Approach 2: Optimized Array Solution

Observation

The English alphabet contains only 26 letters.

Instead of using HashMaps:

weightMap.get(ch)

we can directly access:

weights[ch - 'a']

This eliminates hashing overhead entirely.

Why Is This Better?

HashMap operations are O(1) on average, but they still involve:

  1. Hash computation
  2. Bucket lookup
  3. Internal object handling

Array indexing is faster because it directly accesses memory.

Optimized Java Solution

class Solution {

public String mapWordWeights(String[] words, int[] weights) {

StringBuilder answer = new StringBuilder();

for(String word : words) {

int sum = 0;

for(char ch : word.toCharArray()) {
sum += weights[ch - 'a'];
}

int mod = sum % 26;

answer.append((char)('z' - mod));
}

return answer.toString();
}
}

Dry Run

Input

words = ["abcd"]

Assume:

a = 7
b = 5
c = 3
d = 4

Calculate Weight

7 + 5 + 3 + 4 = 19

Apply Modulo

19 % 26 = 19

Reverse Mapping

0 → z
1 → y
2 → x
...
19 → g

Result:

"g"

Complexity Analysis

HashMap Solution

Time Complexity

O(T)

where T is the total number of characters across all words.

Space Complexity

O(1)

Only fixed-size maps of 26 elements are stored.

Optimized Array Solution

Time Complexity

O(T)

Space Complexity

O(1)

No additional data structures are required.

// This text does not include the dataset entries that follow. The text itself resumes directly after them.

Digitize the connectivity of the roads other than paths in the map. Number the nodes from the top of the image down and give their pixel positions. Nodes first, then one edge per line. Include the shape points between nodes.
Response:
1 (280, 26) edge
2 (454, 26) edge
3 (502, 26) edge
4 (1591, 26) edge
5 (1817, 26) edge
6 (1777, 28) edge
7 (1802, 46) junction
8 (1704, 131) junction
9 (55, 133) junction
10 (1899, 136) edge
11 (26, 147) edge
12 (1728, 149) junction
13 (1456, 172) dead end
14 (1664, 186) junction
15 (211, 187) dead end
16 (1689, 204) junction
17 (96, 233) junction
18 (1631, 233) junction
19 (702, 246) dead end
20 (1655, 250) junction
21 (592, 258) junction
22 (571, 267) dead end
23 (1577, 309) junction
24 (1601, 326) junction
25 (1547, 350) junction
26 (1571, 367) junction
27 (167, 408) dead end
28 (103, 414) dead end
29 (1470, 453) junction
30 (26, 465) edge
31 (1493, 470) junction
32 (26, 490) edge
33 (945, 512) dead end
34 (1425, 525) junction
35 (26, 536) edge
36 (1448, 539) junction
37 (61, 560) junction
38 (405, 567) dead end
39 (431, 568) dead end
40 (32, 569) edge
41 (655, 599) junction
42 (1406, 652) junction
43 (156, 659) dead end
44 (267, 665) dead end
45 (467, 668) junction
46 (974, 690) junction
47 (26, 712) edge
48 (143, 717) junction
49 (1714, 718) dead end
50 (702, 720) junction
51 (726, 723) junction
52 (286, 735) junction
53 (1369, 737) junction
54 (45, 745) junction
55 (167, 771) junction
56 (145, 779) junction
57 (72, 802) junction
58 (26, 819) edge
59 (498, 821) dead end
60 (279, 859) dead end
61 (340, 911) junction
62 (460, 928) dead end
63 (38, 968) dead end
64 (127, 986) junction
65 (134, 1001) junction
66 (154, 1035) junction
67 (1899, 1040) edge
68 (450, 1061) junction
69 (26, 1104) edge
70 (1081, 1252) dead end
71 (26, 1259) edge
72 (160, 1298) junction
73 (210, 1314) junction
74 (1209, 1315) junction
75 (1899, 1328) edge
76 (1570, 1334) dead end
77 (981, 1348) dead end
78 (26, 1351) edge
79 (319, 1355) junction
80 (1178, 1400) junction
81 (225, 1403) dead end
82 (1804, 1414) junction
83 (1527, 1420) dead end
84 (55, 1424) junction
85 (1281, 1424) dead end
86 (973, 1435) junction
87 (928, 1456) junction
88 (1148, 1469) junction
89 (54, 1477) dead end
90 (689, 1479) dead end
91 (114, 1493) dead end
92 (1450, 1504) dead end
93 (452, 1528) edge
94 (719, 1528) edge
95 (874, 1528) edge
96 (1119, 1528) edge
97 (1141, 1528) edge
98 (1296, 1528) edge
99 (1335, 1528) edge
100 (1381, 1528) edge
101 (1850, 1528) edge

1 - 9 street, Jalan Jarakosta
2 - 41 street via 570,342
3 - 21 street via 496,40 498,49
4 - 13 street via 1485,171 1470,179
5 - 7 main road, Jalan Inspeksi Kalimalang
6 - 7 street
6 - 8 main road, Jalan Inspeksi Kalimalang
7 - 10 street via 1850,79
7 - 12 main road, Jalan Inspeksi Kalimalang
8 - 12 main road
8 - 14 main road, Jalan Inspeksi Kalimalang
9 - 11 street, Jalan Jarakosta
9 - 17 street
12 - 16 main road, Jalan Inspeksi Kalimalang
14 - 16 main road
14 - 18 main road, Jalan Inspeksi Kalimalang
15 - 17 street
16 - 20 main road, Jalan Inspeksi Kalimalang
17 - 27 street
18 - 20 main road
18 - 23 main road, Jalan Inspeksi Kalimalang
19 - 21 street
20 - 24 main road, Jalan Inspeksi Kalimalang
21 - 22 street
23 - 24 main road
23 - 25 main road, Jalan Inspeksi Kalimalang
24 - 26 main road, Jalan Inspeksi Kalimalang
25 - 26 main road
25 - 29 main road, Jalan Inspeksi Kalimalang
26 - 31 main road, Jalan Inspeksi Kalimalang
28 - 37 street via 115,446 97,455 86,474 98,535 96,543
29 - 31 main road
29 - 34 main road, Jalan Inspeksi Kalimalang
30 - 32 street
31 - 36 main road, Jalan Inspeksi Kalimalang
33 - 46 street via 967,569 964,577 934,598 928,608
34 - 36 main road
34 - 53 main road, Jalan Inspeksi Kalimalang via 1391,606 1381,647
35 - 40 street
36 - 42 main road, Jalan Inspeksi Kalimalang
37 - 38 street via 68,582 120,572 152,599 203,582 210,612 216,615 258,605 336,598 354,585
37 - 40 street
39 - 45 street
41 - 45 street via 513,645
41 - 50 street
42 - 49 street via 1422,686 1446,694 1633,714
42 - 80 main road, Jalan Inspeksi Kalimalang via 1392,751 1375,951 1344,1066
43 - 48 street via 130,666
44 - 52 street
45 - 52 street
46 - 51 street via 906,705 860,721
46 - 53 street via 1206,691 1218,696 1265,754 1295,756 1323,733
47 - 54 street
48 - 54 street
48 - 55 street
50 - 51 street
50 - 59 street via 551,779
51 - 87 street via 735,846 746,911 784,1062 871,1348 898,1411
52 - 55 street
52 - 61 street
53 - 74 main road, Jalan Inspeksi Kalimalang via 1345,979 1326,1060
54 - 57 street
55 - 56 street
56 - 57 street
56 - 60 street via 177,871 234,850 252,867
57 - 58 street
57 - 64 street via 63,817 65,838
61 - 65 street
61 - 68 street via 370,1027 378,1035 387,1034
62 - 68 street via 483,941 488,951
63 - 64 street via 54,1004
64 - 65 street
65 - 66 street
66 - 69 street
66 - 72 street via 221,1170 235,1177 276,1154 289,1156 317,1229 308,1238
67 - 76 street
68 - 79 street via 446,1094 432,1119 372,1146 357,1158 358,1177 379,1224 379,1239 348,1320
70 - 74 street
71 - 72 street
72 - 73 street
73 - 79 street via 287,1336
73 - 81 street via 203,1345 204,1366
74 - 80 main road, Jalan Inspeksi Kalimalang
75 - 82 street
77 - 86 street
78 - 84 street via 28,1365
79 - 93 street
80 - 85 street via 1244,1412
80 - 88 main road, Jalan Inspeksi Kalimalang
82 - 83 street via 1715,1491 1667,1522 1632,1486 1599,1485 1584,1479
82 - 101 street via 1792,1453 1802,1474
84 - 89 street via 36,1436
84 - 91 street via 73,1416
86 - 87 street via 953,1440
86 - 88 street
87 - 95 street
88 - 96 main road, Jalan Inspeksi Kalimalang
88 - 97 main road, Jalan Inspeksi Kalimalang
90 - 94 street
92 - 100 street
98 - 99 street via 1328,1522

Which Solution Should You Use?

ApproachTimeSpaceInterview Preference
HashMapO(T)O(1)Good
Direct ArrayO(T)O(1)Best

Both solutions are efficient.

However, the array-based approach is typically preferred in coding interviews because:

  1. Simpler implementation
  2. Faster execution
  3. Lower memory overhead
  4. No unnecessary hashing

Interview Discussion

A common follow-up question is:

Can we eliminate both HashMaps?

Yes.

Since:

'a' to 'z'

are contiguous ASCII characters, we can directly compute:

weights[ch - 'a']

Similarly:

(char)('z' - mod)

can generate the reverse mapping without storing another lookup table.

This reduces code complexity while maintaining the same asymptotic performance.

Key Takeaways

  1. Fixed-size alphabets often allow array-based optimizations.
  2. HashMaps improve readability but may not always be necessary.
  3. Modular arithmetic is useful for reducing values into a bounded range.
  4. Character arithmetic can replace lookup tables in many string problems.
  5. Always look for opportunities to replace generic data structures with direct indexing when the input domain is small and fixed.

Conclusion

LeetCode 3838: Weighted Word Mapping is an excellent beginner-friendly problem that demonstrates the practical use of hashing, modular arithmetic, and character manipulation.

While a HashMap-based solution is intuitive and easy to understand, recognizing that the alphabet size is fixed allows us to develop a cleaner and more optimized array-based solution.

Understanding both approaches not only helps solve this problem efficiently but also strengthens the problem-solving mindset needed for technical interviews and competitive programming.